Commenting on the report's findings, Alicia Pierce, a spokeswoman for the office of the Secretary of State, commented that the report had not yet been carefully analyzed but said the agency was "always willing to work with interested groups to improve the voter registration process." She also pointed out that her office is not in charge of enforcement and can't influence other agencies to take action, mentioning the Texas Education Agency as an example that has been criticized in the report over its policies of promoting voter registration in schools.
Supporters of the law have rejected criticism of its potential to disenfranchise voters by pointing out that in the latest election held in November, better than typical voter turnout was recorded for an off-year election. State elections officials also reported figures validating the State hadn't been overwhelmed with complaints, as well citing that in total, an aggregate of fourteen complaints submitted to the Texas Secretary of State's Office of which a written reply was required were submitted. The results were based on data obtained by The Associated Press. The total number of complaints boiled down to just one more than the last election, conducted during an off-year, two years previously. Moreover, according to additional data presented by the State only 10 informal complaints were catalogued by elections attorneys during the latest election as opposed to more than double that amount in 2011 (twenty-four).
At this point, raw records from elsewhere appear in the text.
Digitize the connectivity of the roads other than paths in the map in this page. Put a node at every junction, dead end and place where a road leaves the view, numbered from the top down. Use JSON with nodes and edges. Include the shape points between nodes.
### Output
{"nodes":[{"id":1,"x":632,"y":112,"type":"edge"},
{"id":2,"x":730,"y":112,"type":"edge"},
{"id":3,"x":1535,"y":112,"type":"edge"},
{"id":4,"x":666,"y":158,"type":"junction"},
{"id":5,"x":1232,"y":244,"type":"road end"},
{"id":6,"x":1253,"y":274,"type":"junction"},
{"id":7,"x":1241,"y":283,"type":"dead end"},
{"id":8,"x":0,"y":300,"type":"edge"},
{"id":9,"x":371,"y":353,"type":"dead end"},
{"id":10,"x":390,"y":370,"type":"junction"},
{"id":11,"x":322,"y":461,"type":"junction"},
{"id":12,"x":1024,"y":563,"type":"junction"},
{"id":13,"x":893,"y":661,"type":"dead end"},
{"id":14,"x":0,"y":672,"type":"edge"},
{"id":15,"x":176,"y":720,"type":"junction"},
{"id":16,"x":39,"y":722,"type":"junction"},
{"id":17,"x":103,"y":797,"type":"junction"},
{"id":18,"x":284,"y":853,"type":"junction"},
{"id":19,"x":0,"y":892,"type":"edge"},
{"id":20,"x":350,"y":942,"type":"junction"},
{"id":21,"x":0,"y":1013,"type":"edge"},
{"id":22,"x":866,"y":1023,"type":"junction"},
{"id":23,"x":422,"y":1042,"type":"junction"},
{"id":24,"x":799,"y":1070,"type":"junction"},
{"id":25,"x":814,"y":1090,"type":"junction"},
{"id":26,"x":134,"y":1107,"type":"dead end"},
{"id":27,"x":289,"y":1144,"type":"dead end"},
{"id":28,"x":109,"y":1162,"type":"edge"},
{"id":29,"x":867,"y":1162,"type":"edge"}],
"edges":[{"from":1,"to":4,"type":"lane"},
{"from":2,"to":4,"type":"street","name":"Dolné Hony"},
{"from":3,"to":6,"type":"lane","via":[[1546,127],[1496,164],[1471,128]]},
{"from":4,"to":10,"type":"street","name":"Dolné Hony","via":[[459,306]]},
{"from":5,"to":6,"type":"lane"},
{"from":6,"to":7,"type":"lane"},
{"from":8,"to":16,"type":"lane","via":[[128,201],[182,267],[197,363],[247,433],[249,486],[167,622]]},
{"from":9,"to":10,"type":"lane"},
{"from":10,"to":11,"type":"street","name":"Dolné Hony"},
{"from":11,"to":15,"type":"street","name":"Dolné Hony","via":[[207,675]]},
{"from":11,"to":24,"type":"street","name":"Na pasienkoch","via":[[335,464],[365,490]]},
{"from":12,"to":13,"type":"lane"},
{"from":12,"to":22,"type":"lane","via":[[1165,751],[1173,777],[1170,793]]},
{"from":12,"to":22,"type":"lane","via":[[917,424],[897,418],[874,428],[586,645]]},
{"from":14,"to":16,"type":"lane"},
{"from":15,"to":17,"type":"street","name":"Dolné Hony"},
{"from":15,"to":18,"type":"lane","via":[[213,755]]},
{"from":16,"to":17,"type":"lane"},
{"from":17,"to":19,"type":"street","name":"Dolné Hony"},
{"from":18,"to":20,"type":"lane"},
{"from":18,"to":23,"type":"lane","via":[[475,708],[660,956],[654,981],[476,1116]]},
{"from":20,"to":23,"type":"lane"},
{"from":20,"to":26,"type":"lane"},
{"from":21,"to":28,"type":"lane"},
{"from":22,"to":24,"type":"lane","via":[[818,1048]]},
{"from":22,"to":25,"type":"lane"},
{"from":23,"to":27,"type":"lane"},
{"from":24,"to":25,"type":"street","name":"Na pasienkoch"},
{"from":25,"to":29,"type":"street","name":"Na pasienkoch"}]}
The office of the Texas Secretary of State's John Steen declared a more than 60 percent jump in turnout from the last election two years ago, but admitted that a high-profile referendum for spending $2 billion from the state's Rainy Day Fund for water was a popular item on the ballot. Steen is stepping down after only a year on the job returning to his law practice and working to manage family investments.
A challenge to the law is scheduled in federal court for trial in September 2014 just two months before the mid-term elections.
There's a common reasoning amid civil-rights groups that nationally, there will be a swift trend of legislation which threatens to subdue the voting rights of the above-mentioned groups in advance of the upcoming 2016 presidential election. Of the eleven states that have thus far passed laws that would necessitate potential voters to display some sort of identification, the Texas law has been judged by many to be the strictest so far.